** Opening Exercise inputs block **

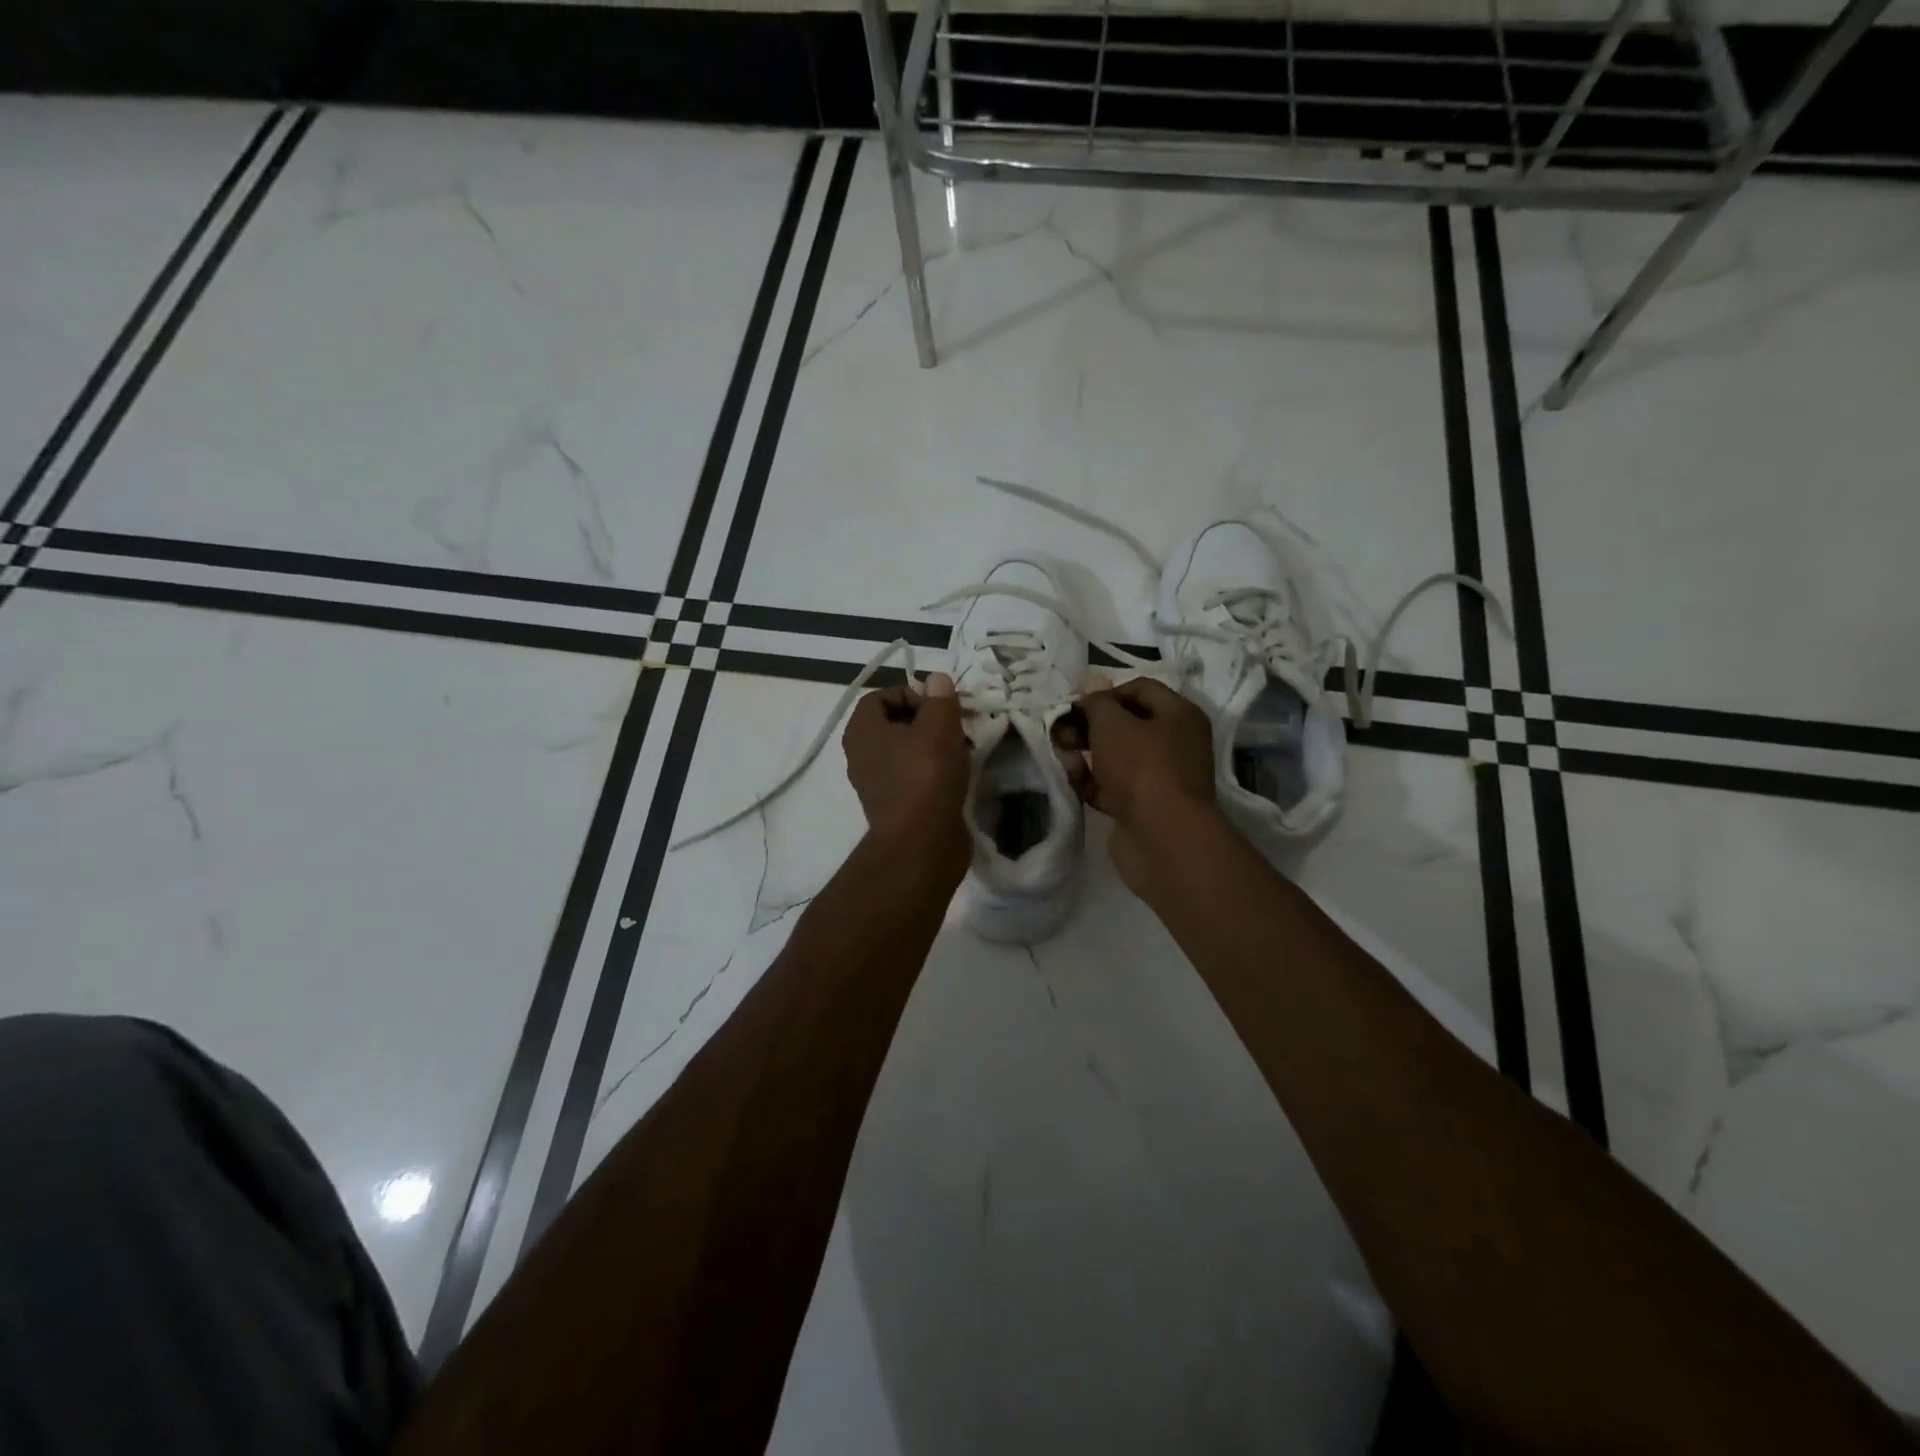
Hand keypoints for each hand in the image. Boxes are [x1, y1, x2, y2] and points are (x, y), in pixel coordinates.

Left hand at [842, 672, 971, 862]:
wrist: (922, 841)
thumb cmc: (926, 774)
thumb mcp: (940, 726)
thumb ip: (939, 698)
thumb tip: (936, 679)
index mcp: (862, 730)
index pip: (881, 696)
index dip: (913, 693)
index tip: (940, 707)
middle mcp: (860, 754)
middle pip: (894, 723)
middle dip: (928, 720)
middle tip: (956, 725)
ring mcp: (875, 783)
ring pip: (906, 750)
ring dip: (934, 745)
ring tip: (962, 750)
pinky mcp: (893, 805)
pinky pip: (912, 775)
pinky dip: (932, 770)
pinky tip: (956, 775)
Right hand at [1068, 677, 1219, 893]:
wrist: (1162, 838)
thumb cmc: (1141, 768)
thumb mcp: (1111, 723)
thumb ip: (1096, 703)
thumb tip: (1089, 696)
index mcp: (1180, 715)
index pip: (1140, 688)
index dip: (1105, 692)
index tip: (1076, 705)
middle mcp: (1176, 743)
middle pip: (1126, 724)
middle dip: (1090, 726)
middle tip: (1062, 732)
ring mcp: (1161, 777)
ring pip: (1117, 756)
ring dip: (1087, 754)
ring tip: (1063, 756)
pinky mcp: (1145, 807)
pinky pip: (1114, 786)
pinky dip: (1093, 782)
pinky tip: (1073, 782)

** Closing Exercise inputs block **

Task item: Reproduce every entry above in full and exactly, though not its pictures.

Finished task:
Hand keypoints for each hand in the image. Boxes are [x1, y1, x2, y2] and points are (x, y), in pixel coordinates.

Left hand at [842, 672, 971, 862]:
wrist: (922, 841)
thumb cmc: (926, 774)
thumb mcp: (940, 726)
thumb ip: (939, 698)
thumb tip: (936, 679)
index mcp: (862, 730)
index pip: (881, 696)
index dip: (913, 693)
index tip: (940, 707)
middle mcp: (860, 754)
middle pip: (894, 723)
middle dip: (928, 720)
middle tip: (956, 725)
ring mcp: (875, 783)
ring pip: (906, 750)
ring dip: (934, 745)
ring tip: (962, 750)
pinky mcp: (893, 805)
pinky pip: (912, 775)
pinky dip: (932, 770)
pinky tip: (956, 775)
Right hand at [1068, 677, 1219, 893]:
wrist: (1162, 838)
thumb cmc: (1141, 768)
thumb mcp: (1111, 723)
thumb ip: (1096, 703)
thumb tip: (1089, 696)
index mcp: (1180, 715)
index pip: (1140, 688)
index dip: (1105, 692)
index tip: (1076, 705)
middle mcp: (1176, 743)
middle pip: (1126, 724)
middle dip: (1090, 726)
middle tip: (1062, 732)
ring mcp: (1161, 777)
ring pip: (1117, 756)
ring dip: (1087, 754)
ring tip: (1063, 756)
pinky mcp: (1145, 807)
pinky pip: (1114, 786)
pinky dip: (1093, 782)
pinky tip: (1073, 782)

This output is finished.